• Data to process:

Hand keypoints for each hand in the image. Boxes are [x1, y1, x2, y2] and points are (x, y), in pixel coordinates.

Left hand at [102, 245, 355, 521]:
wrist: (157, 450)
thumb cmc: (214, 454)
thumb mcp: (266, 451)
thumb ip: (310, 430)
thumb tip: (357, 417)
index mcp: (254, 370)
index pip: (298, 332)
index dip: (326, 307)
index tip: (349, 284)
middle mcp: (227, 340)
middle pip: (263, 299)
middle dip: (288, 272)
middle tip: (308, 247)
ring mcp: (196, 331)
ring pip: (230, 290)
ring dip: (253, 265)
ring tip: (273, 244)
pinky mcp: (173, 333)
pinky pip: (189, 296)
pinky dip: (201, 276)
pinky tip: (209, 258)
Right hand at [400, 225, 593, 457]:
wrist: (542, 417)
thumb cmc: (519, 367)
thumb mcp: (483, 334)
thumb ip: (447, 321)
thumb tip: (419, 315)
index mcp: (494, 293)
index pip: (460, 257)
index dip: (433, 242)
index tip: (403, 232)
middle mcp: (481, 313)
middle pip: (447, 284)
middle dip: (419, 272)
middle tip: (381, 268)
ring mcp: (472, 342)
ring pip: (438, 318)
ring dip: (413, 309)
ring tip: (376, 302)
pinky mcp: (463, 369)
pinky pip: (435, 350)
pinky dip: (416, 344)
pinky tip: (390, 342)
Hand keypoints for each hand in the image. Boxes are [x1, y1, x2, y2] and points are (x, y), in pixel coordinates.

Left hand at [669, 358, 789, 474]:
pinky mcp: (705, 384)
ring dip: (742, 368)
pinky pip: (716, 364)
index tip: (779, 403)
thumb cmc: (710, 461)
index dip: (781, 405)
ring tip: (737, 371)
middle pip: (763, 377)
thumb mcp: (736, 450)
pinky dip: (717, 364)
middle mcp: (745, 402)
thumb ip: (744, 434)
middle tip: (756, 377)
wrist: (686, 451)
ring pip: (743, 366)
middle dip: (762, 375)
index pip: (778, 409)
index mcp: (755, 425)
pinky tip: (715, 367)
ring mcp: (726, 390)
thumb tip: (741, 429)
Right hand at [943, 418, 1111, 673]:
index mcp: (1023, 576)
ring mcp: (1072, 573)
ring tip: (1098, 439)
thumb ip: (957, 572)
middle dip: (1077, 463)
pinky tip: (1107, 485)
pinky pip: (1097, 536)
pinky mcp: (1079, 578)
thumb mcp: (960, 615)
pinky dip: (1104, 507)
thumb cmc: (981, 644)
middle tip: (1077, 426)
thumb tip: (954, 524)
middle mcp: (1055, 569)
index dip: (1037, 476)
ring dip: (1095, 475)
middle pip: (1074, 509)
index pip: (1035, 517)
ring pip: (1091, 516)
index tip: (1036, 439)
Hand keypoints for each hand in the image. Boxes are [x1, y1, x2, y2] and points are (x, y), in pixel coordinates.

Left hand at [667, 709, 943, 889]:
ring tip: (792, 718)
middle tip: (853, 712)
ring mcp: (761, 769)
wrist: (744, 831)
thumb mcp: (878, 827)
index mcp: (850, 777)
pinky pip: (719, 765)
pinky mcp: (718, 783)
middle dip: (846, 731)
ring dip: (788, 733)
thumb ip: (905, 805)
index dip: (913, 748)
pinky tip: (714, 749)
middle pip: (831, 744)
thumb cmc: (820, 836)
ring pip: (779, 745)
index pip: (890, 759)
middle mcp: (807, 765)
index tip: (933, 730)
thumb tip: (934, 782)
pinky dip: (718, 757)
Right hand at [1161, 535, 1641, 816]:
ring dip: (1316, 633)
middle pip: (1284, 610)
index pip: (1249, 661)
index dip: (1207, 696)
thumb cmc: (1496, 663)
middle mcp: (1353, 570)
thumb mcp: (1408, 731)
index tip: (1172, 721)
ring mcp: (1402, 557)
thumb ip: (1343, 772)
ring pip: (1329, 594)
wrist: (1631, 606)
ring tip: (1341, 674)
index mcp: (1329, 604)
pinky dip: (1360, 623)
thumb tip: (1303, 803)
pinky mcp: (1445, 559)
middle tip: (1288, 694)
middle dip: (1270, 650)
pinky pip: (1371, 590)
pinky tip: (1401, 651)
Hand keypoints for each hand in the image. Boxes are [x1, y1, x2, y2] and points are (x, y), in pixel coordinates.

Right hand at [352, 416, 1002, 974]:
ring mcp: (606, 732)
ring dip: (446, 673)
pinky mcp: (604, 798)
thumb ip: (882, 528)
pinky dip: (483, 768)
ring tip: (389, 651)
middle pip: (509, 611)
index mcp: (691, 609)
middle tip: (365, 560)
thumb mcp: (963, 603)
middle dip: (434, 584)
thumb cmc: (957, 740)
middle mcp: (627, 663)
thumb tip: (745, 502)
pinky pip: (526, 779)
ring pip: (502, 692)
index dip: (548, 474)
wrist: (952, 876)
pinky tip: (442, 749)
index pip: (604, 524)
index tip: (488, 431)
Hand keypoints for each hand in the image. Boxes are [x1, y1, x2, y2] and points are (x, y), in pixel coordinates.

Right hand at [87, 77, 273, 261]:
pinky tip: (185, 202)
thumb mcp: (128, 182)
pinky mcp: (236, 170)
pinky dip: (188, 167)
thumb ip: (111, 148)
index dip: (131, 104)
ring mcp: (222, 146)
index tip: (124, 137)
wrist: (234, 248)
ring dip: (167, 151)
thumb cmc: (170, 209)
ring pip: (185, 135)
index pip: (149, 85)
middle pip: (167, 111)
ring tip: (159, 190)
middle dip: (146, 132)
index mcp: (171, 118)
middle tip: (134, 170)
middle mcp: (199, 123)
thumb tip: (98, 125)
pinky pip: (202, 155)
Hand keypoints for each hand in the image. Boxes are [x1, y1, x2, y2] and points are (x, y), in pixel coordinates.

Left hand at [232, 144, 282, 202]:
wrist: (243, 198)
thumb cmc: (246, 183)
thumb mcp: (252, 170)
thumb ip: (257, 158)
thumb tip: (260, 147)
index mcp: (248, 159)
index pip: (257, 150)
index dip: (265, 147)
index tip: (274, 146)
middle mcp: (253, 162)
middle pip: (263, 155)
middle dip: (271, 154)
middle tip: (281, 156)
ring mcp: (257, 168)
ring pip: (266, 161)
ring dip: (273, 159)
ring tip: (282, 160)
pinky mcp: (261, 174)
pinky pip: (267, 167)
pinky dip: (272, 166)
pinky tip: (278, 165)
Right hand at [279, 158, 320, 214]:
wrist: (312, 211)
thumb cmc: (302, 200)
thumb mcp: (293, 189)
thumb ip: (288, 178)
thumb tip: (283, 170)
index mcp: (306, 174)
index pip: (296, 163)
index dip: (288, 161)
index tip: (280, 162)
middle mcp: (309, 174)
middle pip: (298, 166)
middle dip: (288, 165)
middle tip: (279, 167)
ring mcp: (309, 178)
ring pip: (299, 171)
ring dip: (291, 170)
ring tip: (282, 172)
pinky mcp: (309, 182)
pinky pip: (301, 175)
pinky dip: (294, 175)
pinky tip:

• Problem description: Repeat all of the records exactly.

• Your response:
Hand keypoints for each hand in the image. Boxes are [x1, y1, x2, y2] and points are (x, y), in pixel coordinates.

Left hand at [102, 245, 355, 521]:
wrist: (157, 450)
thumb cmc: (214, 454)
thumb mcp: (266, 451)
thumb ip: (310, 430)
thumb tip: (357, 417)
index mcp: (254, 370)
index pip: (298, 332)
index dip: (326, 307)
index tip: (349, 284)
middle mcp: (227, 340)
middle pip: (263, 299)
middle dip: (288, 272)
middle tip: (308, 247)
ring mcp: (196, 331)
ring pip: (230, 290)
ring dip: (253, 265)
ring tip: (273, 244)
pinky mcp: (173, 333)
pinky pip: (189, 296)
pinky dip: (201, 276)
pinky tip: (209, 258)
Right hand at [400, 225, 593, 457]:
wrist: (542, 417)
thumb cmc: (519, 367)
thumb mcp: (483, 334)
thumb ip: (447, 321)
thumb tip: (419, 315)
index mcp: (494, 293)
index pip: (460, 257)
index dip: (433, 242)
index tip: (403, 232)
middle mcp: (481, 313)
middle pip: (447, 284)
middle dip: (419, 272)
middle tip: (381, 268)
ring mcp: (472, 342)
ring pip: (438, 318)
ring dip: (413, 309)
ring tip: (376, 302)
pinky mcp: (463, 369)
pinky pip: (435, 350)
pinky dip: (416, 344)
pinky tip: (390, 342)
Hand keypoints for each hand in the image. Boxes are [x1, y1, x2, y2] and points are (x, y), in pixel coordinates.

Left hand at [669, 358, 789, 474]:
pinky mcp: (705, 384)
ring dip: (742, 368)
pinky pip: (716, 364)
index tip: (779, 403)
thumb cmc: (710, 461)
index dip: (781, 405)
ring tip: (737, 371)
middle pip: (763, 377)
thumb mcp: (736, 450)
pinky dip: (717, 364)
middle mcp: (745, 402)
thumb ip: (744, 434)
middle tip: (756, 377)
wrist: (686, 451)
ring pip: (743, 366)
middle dip: (762, 375)
index pip: (778, 409)
index mcp: (755, 425)
pinky tip: (715, 367)
ring mcp: (726, 390)
thumb tip: (741, 429)
Right hand at [943, 418, 1111, 673]:
index mcp: (1023, 576)
ring mcp: (1072, 573)
ring tip: (1098, 439)
thumb ip: (957, 572)
middle dip: (1077, 463)
pinky tip: (1107, 485)
pinky pip: (1097, 536)
pinky mcp: (1079, 578)
thumb mcp: (960, 615)
pinky dip: (1104, 507)
thumb cmc: (981, 644)
middle tip: (1077, 426)
thumb tip: (954, 524)
middle mcp: (1055, 569)
index dip: (1037, 476)
ring dip: (1095, 475)
middle pip: (1074, 509)
index pip: (1035, 517)
ring pip: (1091, 516)
index tip: (1036, 439)
Hand keypoints for each hand in the image. Boxes are [x1, y1, x2, y2] and points are (x, y), in pixel coordinates.

Left hand at [667, 709, 943, 889]:
ring tip: (792, 718)
middle tip: (853, 712)
ring mcp: (761, 769)
wrist: (744, 831)
thumb mcp: (878, 827)
index mcp: (850, 777)
pinky pip: (719, 765)
pinky mcp: (718, 783)
middle dip: (846, 731)
ring dip: (788, 733)
thumb ip: (905, 805)
index dip: (913, 748)
pinky tip: (714, 749)
middle pip: (831, 744)
thumb cmc: (820, 836)
ring pip: (779, 745)
index pip: (890, 759)
middle mcp: (807, 765)
index tip: (933, 730)
thumb tip: (934, 782)
pinky dip: (718, 757)
Right hand at [1161, 535, 1641, 816]:
ring dip: (1316, 633)
middle pip: (1284, 610)
index pip: (1249, 661)
index dip: (1207, 696)
thumb cmc: (1496, 663)
middle mcp: (1353, 570)
thumb mcp: (1408, 731)
index tip: (1172, 721)
ring mcp: (1402, 557)
thumb ip: (1343, 772)
ring pip: (1329, 594)
wrist: (1631, 606)
ring tip: (1341, 674)
index mcp: (1329, 604)
pinky dip: (1360, 623)
thumb tip: (1303, 803)
pinky mcp: (1445, 559)
middle tip: (1288, 694)
middle dip: (1270, 650)
pinky pip: (1371, 590)
pinky tip: (1401, 651)
Hand keypoints for each hand in the image. Boxes are [x1, y1, x2, y2] and points are (x, y), in pixel coordinates.

Right hand at [352, 416, 1002, 974]:
ring mcp: (606, 732)
ring dip: (446, 673)
pinky mcp: (604, 798)
thumb ip: (882, 528)
pinky dip: (483, 768)
ring tip: (389, 651)
middle pip: (509, 611)
index mcp: (691, 609)
middle tip: (365, 560)
thumb mcp: (963, 603)
middle dip: (434, 584)
thumb cmc: (957, 740)
middle mcp: (627, 663)
thumb tip: (745, 502)
pinky pip: (526, 779)
ring pip: (502, 692)
index dip: (548, 474)
wrist: (952, 876)
pinky tip: (442, 749)
index pip: (604, 524)
index tip: (488, 431)
Hand keypoints for each hand in the image. Boxes are [x1, y1, x2, y2] and points are (x, y), in pixel coordinates.

Right hand at [87, 77, 273, 261]:
pinky tip: (185, 202)
thumb mcp: (128, 182)
pinky mcp: (236, 170)
pinky dip: (188, 167)
thumb ip: (111, 148)
index dip: (131, 104)
ring mcp: (222, 146)
index tip: (124, 137)
wrist: (234, 248)
ring dip: (167, 151)
thumb cmc: (170, 209)
ring pip: (185, 135)
index pip: (149, 85)
middle pip: (167, 111)
ring tip: (159, 190)
middle dip: (146, 132)
index mcp: (171, 118)
middle tip: (134, 170)
middle mcp: (199, 123)
thumb tip: (98, 125)
pinky pip: (202, 155)
Hand keypoints for each hand in the image. Boxes are [x1, y1, x2, y2] and points are (x, y), in pixel coordinates.

Left hand at [232, 144, 282, 202]:
wrist: (243, 198)
thumb cmc: (246, 183)
thumb mcp: (252, 170)
thumb ip: (257, 158)
thumb tip: (260, 147)
index mcp: (248, 159)
index pip: (257, 150)
index dip: (265, 147)
index tip: (274, 146)
middle mcp: (253, 162)
middle pip: (263, 155)
middle dip: (271, 154)
middle tip: (281, 156)
ring mcp: (257, 168)
ring pip: (266, 161)
ring dip: (273, 159)
ring tip: (282, 160)
pinky mcp: (261, 174)
pinky pip: (267, 167)
pinky dip: (272, 166)
pinky tip: (278, 165)
Right hand at [279, 158, 320, 214]:
wrist: (312, 211)
thumb cmc: (302, 200)
thumb mcp: (293, 189)
thumb ip: (288, 178)
thumb tip: (283, 170)
index mcp: (306, 174)
index pip: (296, 163)
index dip: (288, 161)
index tip: (280, 162)
middle mcp: (309, 174)
middle pip: (298, 166)
middle dip: (288, 165)
middle tip: (279, 167)
ring mcp: (309, 178)
ring pip: (299, 171)
ring dip: (291, 170)
ring tip: (282, 172)
pinky mcp: (309, 182)
pinky pip: (301, 175)
pinky dip: (294, 175)
pinky tip:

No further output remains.